[PROVIDED DATA — start]

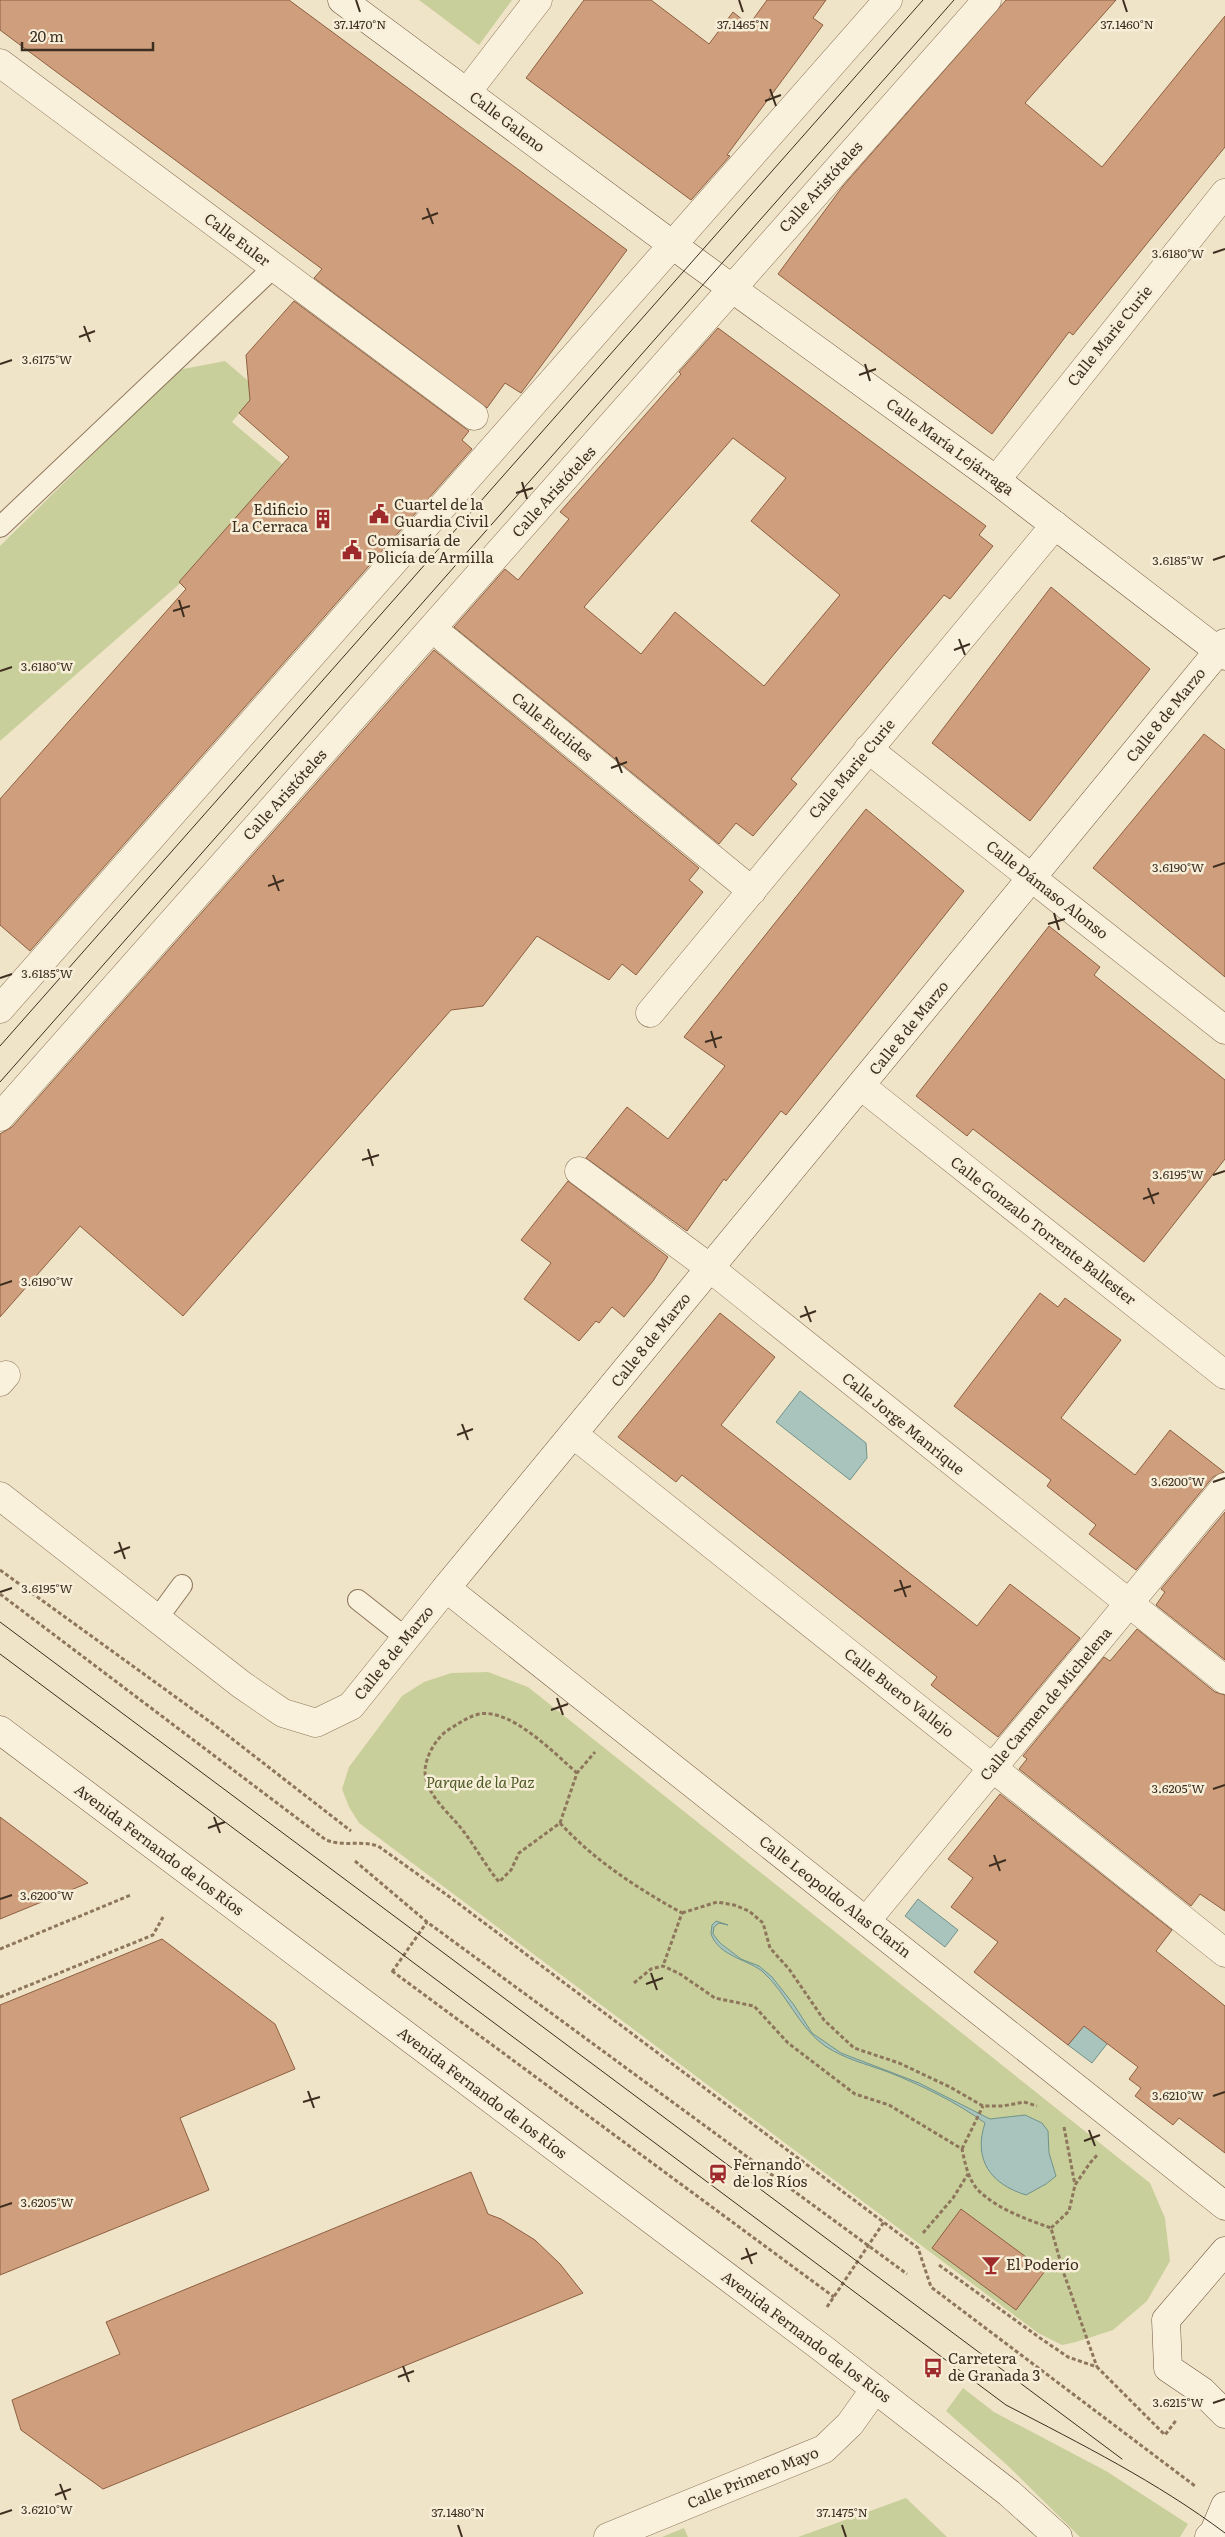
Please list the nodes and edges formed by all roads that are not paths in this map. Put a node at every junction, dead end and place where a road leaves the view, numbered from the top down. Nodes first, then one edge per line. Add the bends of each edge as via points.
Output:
1 (342, 0) edge
2 (538, 0) edge
3 (888, 0) edge
4 (987, 0) edge
5 (0, 63) edge
6 (467, 92) junction
7 (1225, 193) edge
8 (672, 244) junction
9 (274, 267) junction
10 (732, 288) junction
11 (474, 416) dead end
12 (996, 480) junction
13 (1055, 525) junction
14 (0, 527) edge
15 (439, 634) junction
16 (1223, 650) edge
17 (868, 749) junction
18 (1032, 878) junction
19 (752, 891) junction
20 (0, 1009) edge
21 (650, 1014) dead end
22 (1225, 1030) edge
23 (861, 1086) junction
24 (0, 1117) edge
25 (579, 1170) dead end
26 (710, 1268) junction
27 (1225, 1375) edge
28 (573, 1434) junction
29 (1225, 1487) edge
30 (0, 1496) edge
31 (182, 1585) dead end
32 (446, 1588) junction
33 (358, 1600) dead end
34 (1128, 1604) junction
35 (156, 1619) junction
36 (406, 1638) junction
37 (1225, 1680) edge
38 (0, 1730) edge
39 (993, 1768) junction
40 (866, 1921) junction
41 (1225, 1952) edge
42 (1225, 2206) edge
43 (1225, 2251) edge
44 (875, 2389) junction
45 (1225, 2414) edge
46 (963, 2458) junction
47 (1225, 2506) edge
48 (1212, 2536) edge
49 (608, 2537) edge
50 (1028, 2537) edge
51 (1058, 2537) edge

1 - 6 street, Calle Galeno
2 - 6 street
3 - 8 street
4 - 10 street, Calle Aristóteles
5 - 9 street, Calle Euler
6 - 8 street, Calle Galeno
7 - 12 street, Calle Marie Curie
8 - 10 street, Calle María Lejárraga
8 - 20 street
9 - 11 street, Calle Euler
9 - 14 lane
10 - 12 street, Calle María Lejárraga
10 - 15 street, Calle Aristóteles
12 - 13 street, Calle María Lejárraga
13 - 16 street, Calle María Lejárraga
13 - 17 street, Calle Marie Curie
15 - 19 street, Calle Euclides
15 - 24 street, Calle Aristóteles
16 - 18 street, Calle 8 de Marzo
17 - 18 street, Calle Dámaso Alonso
17 - 19 street, Calle Marie Curie
18 - 22 street, Calle Dámaso Alonso
18 - 23 street, Calle 8 de Marzo
19 - 21 street, Calle Marie Curie
23 - 26 street, Calle 8 de Marzo
23 - 27 street, Calle Gonzalo Torrente Ballester
25 - 26 street, Calle Jorge Manrique
26 - 28 street, Calle 8 de Marzo
26 - 34 street, Calle Jorge Manrique
28 - 32 street, Calle 8 de Marzo
28 - 39 street, Calle Buero Vallejo
29 - 34 street, Calle Carmen de Michelena
30 - 35 street, Calle 8 de Marzo
31 - 35 lane
32 - 36 street, Calle 8 de Marzo
32 - 40 street, Calle Leopoldo Alas Clarín
33 - 36 lane
34 - 37 street, Calle Jorge Manrique
34 - 39 street, Calle Carmen de Michelena
35 - 36 street, Calle 8 de Marzo via 242,1686 284,1713 316,1722 351,1706
38 - 44 street, Avenida Fernando de los Ríos
39 - 40 street, Calle Carmen de Michelena
39 - 41 street, Calle Buero Vallejo
40 - 42 street, Calle Leopoldo Alas Clarín
43 - 45 street via 1166,2320 1168,2368 1202,2391
44 - 46 street, Avenida Fernando de los Ríos
44 - 49 street, Calle Primero Mayo via 850,2424 824,2448
46 - 50 street, Avenida Fernando de los Ríos
46 - 51 street, Avenida Fernando de los Ríos via 1009,2493
47 - 48 street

[PROVIDED DATA — finish]

GOAL OF THE EXERCISE
Transcribe the listing word for word, but keep its pictures out of the copy.

SOLUTION
Please list the nodes and edges formed by all roads that are not paths in this map. Put a node at every junction, dead end and place where a road leaves the view, numbered from the top down. Nodes first, then one edge per line. Add the bends of each edge as via points.
Output:
1 (342, 0) edge
2 (538, 0) edge
3 (888, 0) edge
4 (987, 0) edge
5 (0, 63) edge
6 (467, 92) junction
7 (1225, 193) edge
8 (672, 244) junction
9 (274, 267) junction
10 (732, 288) junction
11 (474, 416) dead end
12 (996, 480) junction
13 (1055, 525) junction
14 (0, 527) edge
15 (439, 634) junction
16 (1223, 650) edge
17 (868, 749) junction
18 (1032, 878) junction
19 (752, 891) junction
20 (0, 1009) edge
21 (650, 1014) dead end
22 (1225, 1030) edge
23 (861, 1086) junction
24 (0, 1117) edge
25 (579, 1170) dead end
26 (710, 1268) junction
27 (1225, 1375) edge
28 (573, 1434) junction
29 (1225, 1487) edge
30 (0, 1496) edge
31 (182, 1585) dead end
32 (446, 1588) junction
33 (358, 1600) dead end
34 (1128, 1604) junction
35 (156, 1619) junction
36 (406, 1638) junction
37 (1225, 1680) edge
38 (0, 1730) edge
39 (993, 1768) junction
40 (866, 1921) junction
41 (1225, 1952) edge
42 (1225, 2206) edge
43 (1225, 2251) edge
44 (875, 2389) junction
45 (1225, 2414) edge
46 (963, 2458) junction
47 (1225, 2506) edge
48 (1212, 2536) edge
49 (608, 2537) edge
50 (1028, 2537) edge
51 (1058, 2537) edge

1 - 6 street, Calle Galeno
2 - 6 street
3 - 8 street
4 - 10 street, Calle Aristóteles
5 - 9 street, Calle Euler
6 - 8 street, Calle Galeno
7 - 12 street, Calle Marie Curie
8 - 10 street, Calle María Lejárraga
8 - 20 street
9 - 11 street, Calle Euler
9 - 14 lane
10 - 12 street, Calle María Lejárraga
10 - 15 street, Calle Aristóteles
12 - 13 street, Calle María Lejárraga
13 - 16 street, Calle María Lejárraga
13 - 17 street, Calle Marie Curie
15 - 19 street, Calle Euclides
15 - 24 street, Calle Aristóteles
16 - 18 street, Calle 8 de Marzo
17 - 18 street, Calle Dámaso Alonso
17 - 19 street, Calle Marie Curie
18 - 22 street, Calle Dámaso Alonso
18 - 23 street, Calle 8 de Marzo
19 - 21 street, Calle Marie Curie
23 - 26 street, Calle 8 de Marzo
23 - 27 street, Calle Gonzalo Torrente Ballester
25 - 26 street, Calle Jorge Manrique
26 - 28 street, Calle 8 de Marzo
26 - 34 street, Calle Jorge Manrique
28 - 32 street, Calle 8 de Marzo
28 - 39 street, Calle Buero Vallejo
29 - 34 street, Calle Carmen de Michelena
30 - 35 street, Calle 8 de Marzo
31 - 35 lane
32 - 36 street, Calle 8 de Marzo
32 - 40 street, Calle Leopoldo Alas Clarín
33 - 36 lane
34 - 37 street, Calle Jorge Manrique
34 - 39 street, Calle Carmen de Michelena
35 - 36 street, Calle 8 de Marzo via 242,1686 284,1713 316,1722 351,1706
38 - 44 street, Avenida Fernando de los Ríos
39 - 40 street, Calle Carmen de Michelena
39 - 41 street, Calle Buero Vallejo
40 - 42 street, Calle Leopoldo Alas Clarín
43 - 45 street via 1166,2320 1168,2368 1202,2391
44 - 46 street, Avenida Fernando de los Ríos
44 - 49 street, Calle Primero Mayo via 850,2424 824,2448
46 - 50 street, Avenida Fernando de los Ríos
46 - 51 street, Avenida Fernando de los Ríos via 1009,2493
47 - 48 street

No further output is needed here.